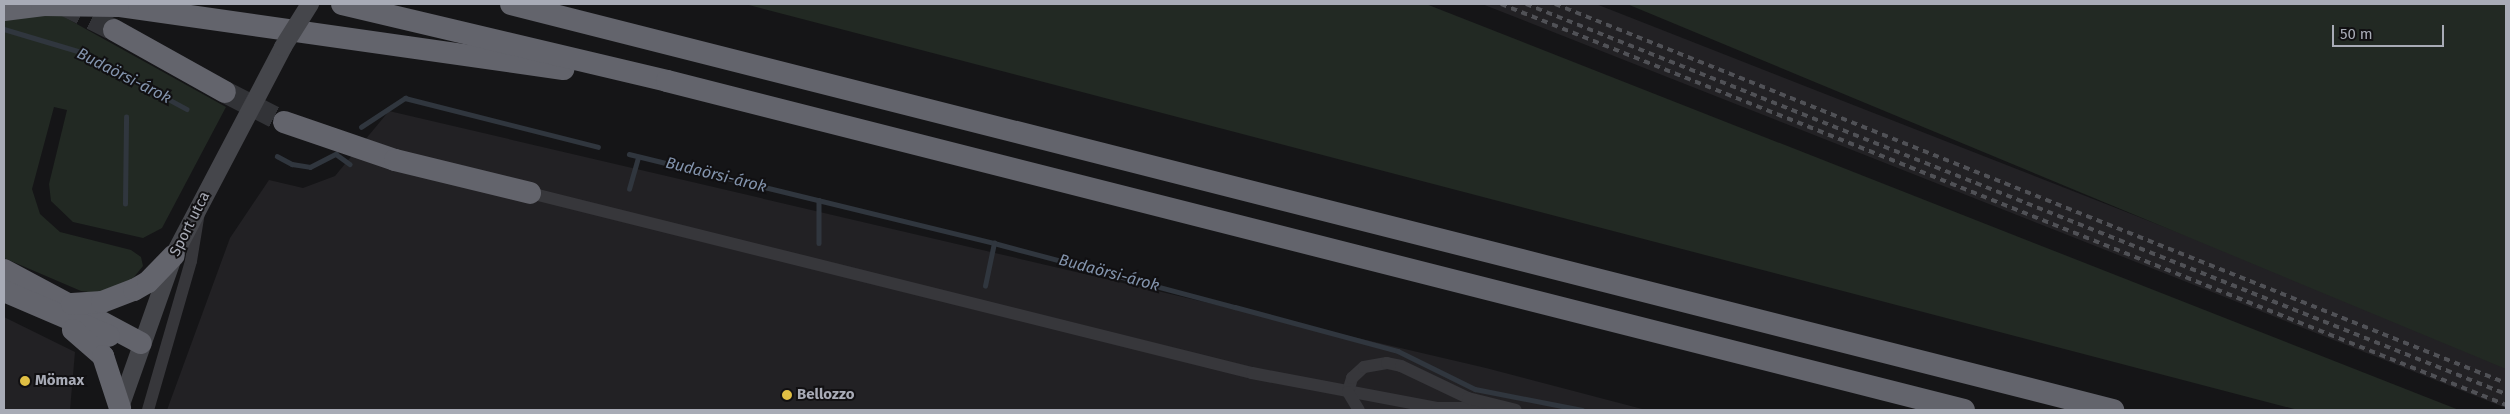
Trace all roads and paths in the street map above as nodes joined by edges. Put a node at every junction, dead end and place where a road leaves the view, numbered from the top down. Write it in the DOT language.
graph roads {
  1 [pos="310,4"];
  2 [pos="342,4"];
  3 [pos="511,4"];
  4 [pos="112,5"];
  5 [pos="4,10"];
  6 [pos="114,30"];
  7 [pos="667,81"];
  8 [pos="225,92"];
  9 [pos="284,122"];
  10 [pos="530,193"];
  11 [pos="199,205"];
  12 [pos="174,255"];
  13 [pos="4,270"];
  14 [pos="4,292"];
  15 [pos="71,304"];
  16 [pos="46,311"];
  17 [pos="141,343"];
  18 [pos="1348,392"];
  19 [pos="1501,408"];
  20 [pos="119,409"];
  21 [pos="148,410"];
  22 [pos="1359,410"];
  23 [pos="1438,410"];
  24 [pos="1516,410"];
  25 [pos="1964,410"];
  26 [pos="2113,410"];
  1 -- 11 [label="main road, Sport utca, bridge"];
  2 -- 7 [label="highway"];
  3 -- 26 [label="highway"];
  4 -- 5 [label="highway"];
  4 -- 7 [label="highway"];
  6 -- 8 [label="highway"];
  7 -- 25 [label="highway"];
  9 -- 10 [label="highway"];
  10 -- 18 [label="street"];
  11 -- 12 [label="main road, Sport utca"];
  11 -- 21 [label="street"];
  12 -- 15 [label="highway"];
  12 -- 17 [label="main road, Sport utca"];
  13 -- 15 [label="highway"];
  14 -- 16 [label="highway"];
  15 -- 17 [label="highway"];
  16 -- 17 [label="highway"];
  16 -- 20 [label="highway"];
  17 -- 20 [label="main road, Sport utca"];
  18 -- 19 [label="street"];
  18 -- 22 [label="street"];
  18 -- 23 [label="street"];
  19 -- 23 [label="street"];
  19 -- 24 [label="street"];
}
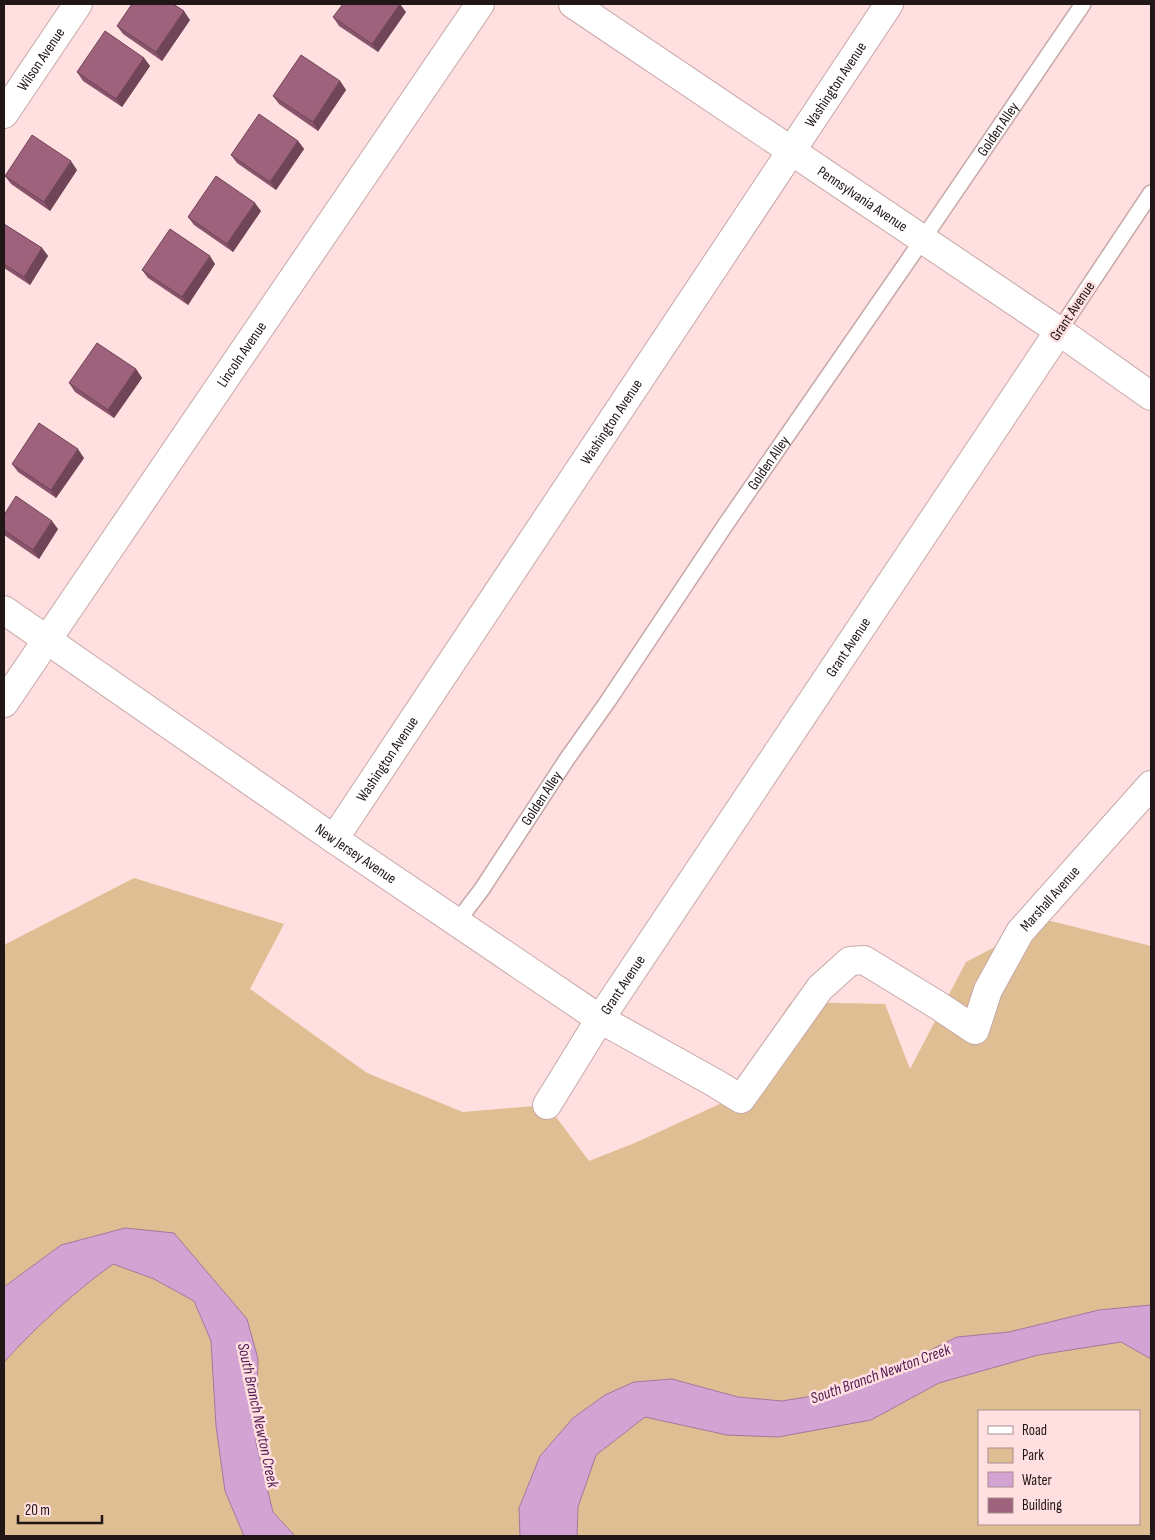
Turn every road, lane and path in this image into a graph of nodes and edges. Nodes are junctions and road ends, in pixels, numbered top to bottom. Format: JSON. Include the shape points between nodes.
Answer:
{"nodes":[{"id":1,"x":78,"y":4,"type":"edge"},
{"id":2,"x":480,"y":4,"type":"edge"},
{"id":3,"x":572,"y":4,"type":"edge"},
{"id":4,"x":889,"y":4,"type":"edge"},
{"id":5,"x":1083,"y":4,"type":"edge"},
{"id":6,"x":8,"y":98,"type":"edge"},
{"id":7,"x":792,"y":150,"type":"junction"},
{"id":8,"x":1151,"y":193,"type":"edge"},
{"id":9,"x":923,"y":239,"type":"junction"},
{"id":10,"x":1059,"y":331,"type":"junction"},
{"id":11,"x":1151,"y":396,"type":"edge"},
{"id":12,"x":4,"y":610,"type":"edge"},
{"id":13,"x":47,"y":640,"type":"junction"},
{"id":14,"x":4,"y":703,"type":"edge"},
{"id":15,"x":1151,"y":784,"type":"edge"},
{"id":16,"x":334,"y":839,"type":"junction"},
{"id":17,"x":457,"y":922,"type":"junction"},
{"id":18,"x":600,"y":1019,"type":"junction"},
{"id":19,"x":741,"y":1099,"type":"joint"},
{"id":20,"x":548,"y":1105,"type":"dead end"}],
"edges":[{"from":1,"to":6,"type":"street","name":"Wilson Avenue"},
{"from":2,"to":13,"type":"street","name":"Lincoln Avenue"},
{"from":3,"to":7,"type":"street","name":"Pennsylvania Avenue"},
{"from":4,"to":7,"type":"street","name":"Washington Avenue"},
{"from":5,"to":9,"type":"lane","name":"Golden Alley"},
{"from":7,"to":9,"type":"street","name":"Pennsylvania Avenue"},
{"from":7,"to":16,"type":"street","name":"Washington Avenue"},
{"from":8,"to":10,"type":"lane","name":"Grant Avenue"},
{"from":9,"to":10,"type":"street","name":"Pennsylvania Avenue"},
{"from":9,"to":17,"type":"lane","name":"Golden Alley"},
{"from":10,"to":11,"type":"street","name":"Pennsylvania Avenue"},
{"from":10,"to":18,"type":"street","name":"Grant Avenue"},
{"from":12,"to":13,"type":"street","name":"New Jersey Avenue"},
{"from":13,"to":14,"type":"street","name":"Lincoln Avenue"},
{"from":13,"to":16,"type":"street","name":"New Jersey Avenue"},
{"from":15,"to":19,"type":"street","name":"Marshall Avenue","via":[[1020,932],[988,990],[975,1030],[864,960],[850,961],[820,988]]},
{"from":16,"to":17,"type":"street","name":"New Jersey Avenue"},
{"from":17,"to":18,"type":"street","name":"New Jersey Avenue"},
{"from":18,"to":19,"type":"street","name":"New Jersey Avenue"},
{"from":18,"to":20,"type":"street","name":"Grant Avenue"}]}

==

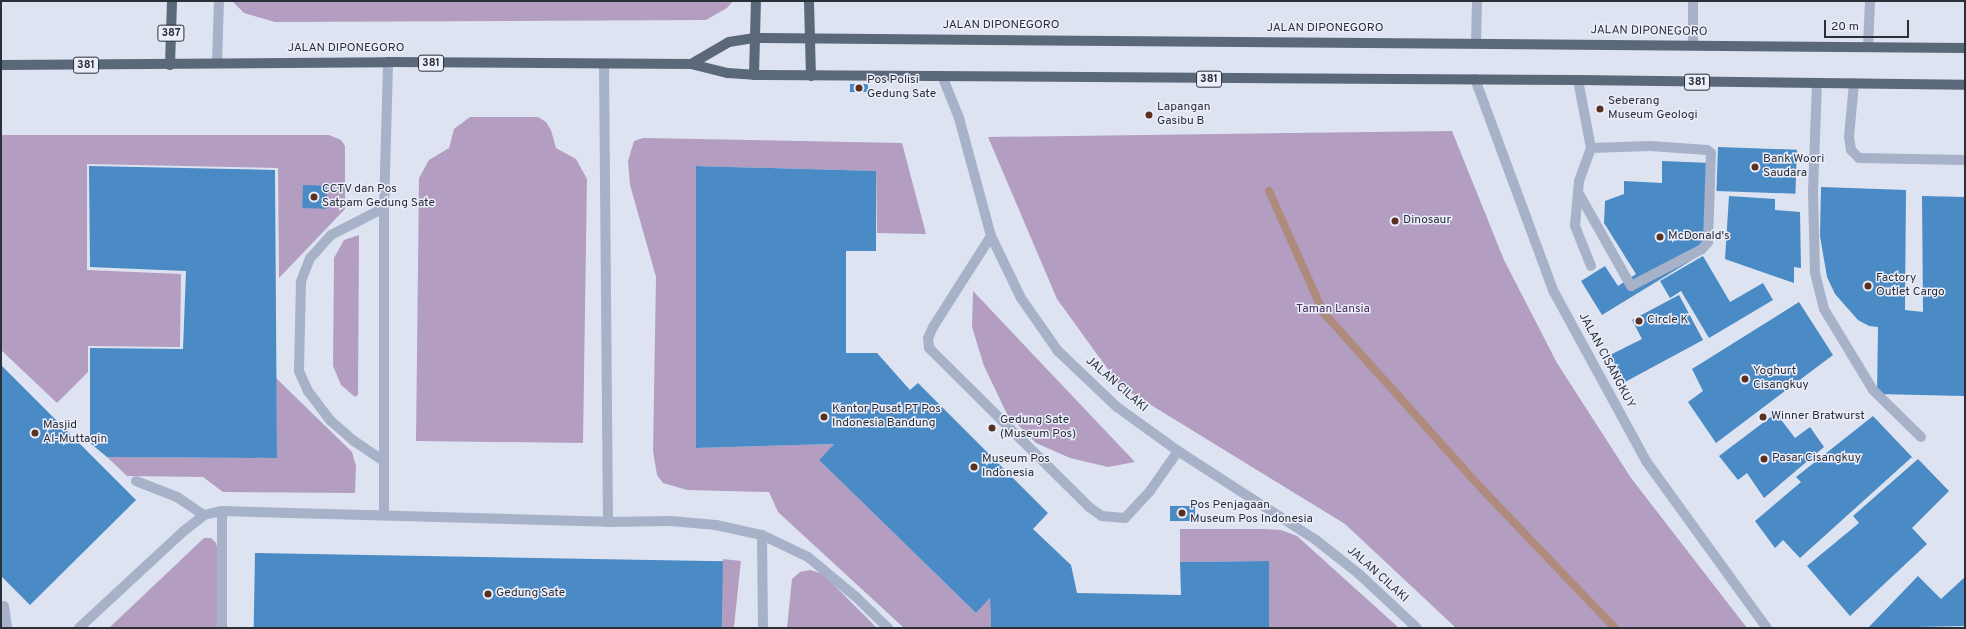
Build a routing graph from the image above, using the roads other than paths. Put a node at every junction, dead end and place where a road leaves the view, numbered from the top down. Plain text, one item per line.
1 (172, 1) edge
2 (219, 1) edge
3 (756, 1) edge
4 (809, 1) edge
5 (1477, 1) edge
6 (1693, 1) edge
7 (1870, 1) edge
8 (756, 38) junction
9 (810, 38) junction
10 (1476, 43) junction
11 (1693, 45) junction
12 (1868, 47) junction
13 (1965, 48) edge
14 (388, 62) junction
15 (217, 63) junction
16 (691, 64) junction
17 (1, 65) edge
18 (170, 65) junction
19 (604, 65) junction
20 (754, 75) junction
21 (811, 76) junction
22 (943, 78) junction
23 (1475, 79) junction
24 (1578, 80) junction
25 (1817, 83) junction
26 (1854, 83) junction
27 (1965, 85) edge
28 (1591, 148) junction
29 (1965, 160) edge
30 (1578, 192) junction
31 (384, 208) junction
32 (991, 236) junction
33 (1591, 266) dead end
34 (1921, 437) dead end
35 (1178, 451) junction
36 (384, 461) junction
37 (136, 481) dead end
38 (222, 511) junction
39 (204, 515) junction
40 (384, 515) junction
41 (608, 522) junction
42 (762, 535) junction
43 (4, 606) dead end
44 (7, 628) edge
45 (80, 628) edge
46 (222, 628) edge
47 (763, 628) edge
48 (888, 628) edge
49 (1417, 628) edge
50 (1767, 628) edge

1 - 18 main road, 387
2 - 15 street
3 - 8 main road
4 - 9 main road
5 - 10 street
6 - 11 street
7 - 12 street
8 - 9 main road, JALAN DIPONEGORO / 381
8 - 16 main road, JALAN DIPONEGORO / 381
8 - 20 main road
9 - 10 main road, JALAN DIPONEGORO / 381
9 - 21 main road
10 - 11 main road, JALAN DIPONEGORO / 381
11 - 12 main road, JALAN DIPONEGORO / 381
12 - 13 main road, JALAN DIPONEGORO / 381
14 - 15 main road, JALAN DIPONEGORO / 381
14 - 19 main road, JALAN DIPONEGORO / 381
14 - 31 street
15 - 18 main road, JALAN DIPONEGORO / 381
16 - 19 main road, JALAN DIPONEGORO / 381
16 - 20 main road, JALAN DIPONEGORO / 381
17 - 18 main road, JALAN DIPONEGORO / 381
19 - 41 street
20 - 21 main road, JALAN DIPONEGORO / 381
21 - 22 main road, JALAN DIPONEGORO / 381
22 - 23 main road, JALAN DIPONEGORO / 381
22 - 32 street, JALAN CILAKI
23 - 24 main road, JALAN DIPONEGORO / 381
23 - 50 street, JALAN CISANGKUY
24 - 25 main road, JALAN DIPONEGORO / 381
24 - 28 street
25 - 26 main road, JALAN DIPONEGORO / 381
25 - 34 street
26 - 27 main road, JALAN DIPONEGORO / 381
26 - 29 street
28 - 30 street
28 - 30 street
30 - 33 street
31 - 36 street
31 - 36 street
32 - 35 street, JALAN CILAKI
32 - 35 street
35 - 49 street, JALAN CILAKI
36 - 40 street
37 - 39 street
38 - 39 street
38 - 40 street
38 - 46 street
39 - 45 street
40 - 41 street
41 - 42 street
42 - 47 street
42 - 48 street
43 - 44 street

▸ Exercise brief
A bare number is the whole answer: how many lines in the entries contain "Sport"?

▸ Output below
4